I‘m no scholar. And it's a pretty bold thing for me to say that I know what Dr. King would have said about anything at any time. He was a brilliant man, and I mean no disrespect with the title of this post.
My observations of Dr. King's life, work, and words, some of which are depicted in today's Google Doodle shown here, do lend themselves to a few conclusions, however, and one of them is that, if Dr. King were alive today, he would have a thing or two to say about small and independent business owners. Here's how I think he'd put it:
- Write your own emancipation proclamation.

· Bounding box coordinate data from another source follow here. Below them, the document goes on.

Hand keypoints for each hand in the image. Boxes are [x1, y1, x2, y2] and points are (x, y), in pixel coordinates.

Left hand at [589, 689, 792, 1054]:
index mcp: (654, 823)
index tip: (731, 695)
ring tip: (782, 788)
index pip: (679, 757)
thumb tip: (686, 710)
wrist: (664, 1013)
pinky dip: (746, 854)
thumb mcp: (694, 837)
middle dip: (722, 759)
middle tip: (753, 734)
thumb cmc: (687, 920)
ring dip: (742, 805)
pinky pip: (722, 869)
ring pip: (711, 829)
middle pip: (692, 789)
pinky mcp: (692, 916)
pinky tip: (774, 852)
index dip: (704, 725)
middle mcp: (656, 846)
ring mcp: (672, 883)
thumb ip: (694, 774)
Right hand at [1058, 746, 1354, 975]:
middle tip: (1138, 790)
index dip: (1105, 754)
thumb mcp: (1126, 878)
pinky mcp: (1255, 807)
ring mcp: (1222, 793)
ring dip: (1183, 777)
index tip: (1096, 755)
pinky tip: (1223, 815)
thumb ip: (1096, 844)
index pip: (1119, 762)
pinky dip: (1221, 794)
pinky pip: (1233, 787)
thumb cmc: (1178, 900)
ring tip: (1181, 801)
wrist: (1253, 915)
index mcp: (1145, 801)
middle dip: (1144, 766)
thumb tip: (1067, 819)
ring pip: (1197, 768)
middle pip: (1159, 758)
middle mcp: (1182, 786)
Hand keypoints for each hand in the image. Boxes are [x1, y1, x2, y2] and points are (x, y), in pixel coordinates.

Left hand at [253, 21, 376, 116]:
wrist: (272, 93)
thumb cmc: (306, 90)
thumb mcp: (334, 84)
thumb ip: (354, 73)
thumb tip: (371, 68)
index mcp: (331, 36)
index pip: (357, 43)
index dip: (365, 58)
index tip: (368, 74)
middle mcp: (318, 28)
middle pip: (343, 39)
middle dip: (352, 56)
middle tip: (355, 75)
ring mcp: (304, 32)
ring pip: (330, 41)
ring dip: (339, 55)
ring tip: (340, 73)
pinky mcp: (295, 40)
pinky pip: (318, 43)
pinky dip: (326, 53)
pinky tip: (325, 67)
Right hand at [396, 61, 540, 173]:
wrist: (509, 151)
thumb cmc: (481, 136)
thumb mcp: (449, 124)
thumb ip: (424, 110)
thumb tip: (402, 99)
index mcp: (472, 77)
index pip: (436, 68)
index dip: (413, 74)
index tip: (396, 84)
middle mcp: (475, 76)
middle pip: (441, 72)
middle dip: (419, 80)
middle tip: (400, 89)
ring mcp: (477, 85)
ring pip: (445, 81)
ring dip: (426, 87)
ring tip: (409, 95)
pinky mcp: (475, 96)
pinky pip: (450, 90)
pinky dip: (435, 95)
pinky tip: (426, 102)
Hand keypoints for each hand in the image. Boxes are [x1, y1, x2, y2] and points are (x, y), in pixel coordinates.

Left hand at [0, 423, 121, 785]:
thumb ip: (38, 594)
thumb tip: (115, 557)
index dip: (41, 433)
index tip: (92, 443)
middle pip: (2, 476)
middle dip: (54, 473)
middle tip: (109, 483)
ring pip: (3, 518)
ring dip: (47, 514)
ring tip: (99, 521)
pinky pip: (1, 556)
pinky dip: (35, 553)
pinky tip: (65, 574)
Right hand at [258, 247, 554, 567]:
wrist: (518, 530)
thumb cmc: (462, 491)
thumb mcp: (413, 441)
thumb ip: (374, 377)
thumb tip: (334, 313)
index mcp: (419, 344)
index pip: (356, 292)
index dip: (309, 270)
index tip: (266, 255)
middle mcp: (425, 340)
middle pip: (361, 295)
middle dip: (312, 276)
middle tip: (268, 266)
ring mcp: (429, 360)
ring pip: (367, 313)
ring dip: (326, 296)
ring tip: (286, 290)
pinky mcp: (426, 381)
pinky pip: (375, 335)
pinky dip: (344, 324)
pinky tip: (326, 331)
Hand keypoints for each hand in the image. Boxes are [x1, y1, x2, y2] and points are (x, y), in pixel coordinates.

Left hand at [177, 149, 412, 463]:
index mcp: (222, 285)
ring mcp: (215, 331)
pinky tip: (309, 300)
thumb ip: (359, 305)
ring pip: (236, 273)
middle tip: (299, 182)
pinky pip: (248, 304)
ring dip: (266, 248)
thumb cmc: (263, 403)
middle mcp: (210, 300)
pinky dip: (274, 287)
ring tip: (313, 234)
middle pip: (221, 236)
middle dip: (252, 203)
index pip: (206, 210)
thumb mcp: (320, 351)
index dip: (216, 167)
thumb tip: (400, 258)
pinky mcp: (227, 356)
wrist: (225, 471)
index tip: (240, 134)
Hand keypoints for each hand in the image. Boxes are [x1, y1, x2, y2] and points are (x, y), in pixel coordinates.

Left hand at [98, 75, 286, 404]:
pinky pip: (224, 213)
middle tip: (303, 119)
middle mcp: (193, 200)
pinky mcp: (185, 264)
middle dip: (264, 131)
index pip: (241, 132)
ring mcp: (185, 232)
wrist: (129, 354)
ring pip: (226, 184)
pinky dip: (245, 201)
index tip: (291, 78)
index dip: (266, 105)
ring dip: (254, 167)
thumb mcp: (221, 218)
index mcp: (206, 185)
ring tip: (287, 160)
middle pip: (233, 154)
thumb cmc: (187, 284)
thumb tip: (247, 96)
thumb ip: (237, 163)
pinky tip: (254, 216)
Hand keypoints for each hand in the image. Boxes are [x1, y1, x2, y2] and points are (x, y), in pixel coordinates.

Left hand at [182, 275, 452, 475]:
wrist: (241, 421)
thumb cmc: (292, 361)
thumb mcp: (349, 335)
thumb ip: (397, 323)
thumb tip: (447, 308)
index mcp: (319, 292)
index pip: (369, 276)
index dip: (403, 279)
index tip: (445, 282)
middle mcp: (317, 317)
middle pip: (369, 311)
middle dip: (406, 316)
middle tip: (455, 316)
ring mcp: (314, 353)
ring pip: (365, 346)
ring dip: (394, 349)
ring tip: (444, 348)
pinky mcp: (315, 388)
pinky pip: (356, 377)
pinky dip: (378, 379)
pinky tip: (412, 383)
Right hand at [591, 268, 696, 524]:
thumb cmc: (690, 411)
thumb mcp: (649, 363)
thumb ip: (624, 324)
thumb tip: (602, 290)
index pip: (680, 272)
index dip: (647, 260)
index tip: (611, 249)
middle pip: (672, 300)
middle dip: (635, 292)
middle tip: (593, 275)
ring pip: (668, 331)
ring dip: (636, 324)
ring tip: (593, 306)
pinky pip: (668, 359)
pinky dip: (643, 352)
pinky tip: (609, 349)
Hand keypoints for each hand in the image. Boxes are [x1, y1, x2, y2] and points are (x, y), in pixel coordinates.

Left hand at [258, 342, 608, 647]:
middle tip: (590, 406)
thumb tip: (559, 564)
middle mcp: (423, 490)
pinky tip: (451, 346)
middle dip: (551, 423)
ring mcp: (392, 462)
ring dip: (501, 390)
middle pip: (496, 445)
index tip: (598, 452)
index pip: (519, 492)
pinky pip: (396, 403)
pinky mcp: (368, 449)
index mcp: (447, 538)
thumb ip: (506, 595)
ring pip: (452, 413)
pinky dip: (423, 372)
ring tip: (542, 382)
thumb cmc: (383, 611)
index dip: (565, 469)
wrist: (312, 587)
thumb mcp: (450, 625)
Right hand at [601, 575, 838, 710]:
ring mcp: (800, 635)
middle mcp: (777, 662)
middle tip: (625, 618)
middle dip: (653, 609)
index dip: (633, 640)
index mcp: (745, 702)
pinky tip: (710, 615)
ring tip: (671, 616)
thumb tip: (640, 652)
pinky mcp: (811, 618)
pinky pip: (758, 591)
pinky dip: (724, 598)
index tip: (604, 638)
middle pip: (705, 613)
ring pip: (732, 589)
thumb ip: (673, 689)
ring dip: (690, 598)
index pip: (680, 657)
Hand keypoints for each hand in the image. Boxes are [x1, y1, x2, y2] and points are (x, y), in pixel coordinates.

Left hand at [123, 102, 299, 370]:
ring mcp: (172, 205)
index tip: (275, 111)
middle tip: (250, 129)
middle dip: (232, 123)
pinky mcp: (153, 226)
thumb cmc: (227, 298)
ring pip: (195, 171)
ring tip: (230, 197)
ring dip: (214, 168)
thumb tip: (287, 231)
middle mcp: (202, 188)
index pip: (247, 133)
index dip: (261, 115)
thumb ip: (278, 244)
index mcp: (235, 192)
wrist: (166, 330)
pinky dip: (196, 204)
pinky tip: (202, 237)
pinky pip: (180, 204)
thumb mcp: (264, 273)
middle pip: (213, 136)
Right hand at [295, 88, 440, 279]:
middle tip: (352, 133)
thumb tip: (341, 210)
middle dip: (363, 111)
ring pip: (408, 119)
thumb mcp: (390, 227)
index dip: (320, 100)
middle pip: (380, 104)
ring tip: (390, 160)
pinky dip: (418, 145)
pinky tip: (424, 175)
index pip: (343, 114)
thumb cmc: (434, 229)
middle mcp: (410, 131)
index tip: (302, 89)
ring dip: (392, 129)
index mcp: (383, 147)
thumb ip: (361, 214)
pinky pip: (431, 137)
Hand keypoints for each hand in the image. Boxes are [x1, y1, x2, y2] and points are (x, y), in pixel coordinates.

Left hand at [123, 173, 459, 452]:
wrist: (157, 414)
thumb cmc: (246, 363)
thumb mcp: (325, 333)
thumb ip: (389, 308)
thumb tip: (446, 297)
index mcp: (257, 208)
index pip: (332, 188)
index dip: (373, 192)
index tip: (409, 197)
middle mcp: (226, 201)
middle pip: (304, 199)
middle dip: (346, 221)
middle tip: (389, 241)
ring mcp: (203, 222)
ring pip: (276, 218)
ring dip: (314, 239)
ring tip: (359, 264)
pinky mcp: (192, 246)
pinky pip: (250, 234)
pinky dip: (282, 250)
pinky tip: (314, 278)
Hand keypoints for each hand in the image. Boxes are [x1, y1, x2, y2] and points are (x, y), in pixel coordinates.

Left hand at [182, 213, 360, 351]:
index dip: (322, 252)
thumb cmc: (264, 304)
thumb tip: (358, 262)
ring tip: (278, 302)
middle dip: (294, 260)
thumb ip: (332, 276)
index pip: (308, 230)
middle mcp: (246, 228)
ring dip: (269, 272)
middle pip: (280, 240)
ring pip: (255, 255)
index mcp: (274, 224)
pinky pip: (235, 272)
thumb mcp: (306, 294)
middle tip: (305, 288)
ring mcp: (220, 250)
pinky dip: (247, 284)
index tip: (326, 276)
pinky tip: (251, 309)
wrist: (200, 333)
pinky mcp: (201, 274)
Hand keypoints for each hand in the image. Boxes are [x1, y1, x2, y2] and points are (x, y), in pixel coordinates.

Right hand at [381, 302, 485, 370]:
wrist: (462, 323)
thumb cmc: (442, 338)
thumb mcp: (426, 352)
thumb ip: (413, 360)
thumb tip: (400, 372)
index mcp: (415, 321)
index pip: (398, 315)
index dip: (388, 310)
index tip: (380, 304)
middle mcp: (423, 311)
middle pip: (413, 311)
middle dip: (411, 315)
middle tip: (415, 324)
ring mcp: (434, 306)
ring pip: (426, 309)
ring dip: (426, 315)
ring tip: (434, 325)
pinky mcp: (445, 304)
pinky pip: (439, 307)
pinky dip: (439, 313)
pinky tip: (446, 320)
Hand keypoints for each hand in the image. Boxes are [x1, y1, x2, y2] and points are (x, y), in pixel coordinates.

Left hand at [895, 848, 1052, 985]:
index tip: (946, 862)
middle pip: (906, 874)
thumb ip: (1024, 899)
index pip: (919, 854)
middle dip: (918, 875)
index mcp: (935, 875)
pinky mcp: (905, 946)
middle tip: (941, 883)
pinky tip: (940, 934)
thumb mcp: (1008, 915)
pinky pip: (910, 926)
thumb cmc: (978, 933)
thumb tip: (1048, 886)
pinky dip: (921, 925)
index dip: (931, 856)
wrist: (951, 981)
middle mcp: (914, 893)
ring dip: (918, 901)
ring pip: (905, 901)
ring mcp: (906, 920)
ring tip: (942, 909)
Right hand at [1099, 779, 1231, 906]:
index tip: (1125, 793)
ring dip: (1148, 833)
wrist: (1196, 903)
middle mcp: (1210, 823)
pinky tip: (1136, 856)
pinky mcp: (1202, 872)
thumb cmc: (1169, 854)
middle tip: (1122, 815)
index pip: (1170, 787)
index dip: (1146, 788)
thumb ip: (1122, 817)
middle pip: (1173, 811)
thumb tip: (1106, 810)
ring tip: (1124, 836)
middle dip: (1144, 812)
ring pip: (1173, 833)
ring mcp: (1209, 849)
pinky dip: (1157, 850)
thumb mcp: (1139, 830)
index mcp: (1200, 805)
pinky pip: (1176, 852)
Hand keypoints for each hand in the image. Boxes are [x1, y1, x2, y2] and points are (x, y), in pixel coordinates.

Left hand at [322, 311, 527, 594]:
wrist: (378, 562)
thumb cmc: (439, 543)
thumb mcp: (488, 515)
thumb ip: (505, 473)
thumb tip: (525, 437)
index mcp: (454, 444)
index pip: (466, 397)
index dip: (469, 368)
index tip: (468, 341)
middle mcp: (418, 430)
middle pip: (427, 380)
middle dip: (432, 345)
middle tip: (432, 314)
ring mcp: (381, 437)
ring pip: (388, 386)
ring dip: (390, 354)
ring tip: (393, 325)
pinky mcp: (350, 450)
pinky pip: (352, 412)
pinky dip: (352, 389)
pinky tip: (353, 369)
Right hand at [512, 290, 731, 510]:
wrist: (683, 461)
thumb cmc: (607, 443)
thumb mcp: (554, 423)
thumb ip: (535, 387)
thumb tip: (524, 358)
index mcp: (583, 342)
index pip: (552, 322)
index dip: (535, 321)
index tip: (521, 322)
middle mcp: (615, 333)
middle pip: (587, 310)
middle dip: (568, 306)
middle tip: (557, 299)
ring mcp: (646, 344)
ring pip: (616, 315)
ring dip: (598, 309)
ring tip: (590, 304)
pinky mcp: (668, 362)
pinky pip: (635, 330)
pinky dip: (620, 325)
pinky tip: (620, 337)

I come here tonight and plead with you. Believe in yourself and believe that you're somebody. … Nobody else can do this for us! No document can do this for us. No Lincolnian Emancipation Proclamation can do this for us. No Kennesonian or Johnsonian Civil Rights Bill can do this for us. If the Negro is to be free, he must move down into the inner resources of his own soul and sing with the pen and ink of self-assertive manhood his own Emancipation Proclamation.” (Watch the video where Dr. King spoke these words.)
These words give me chills. I think they reveal that despite the oppression he fought against, he believed strongly in the power of personal responsibility.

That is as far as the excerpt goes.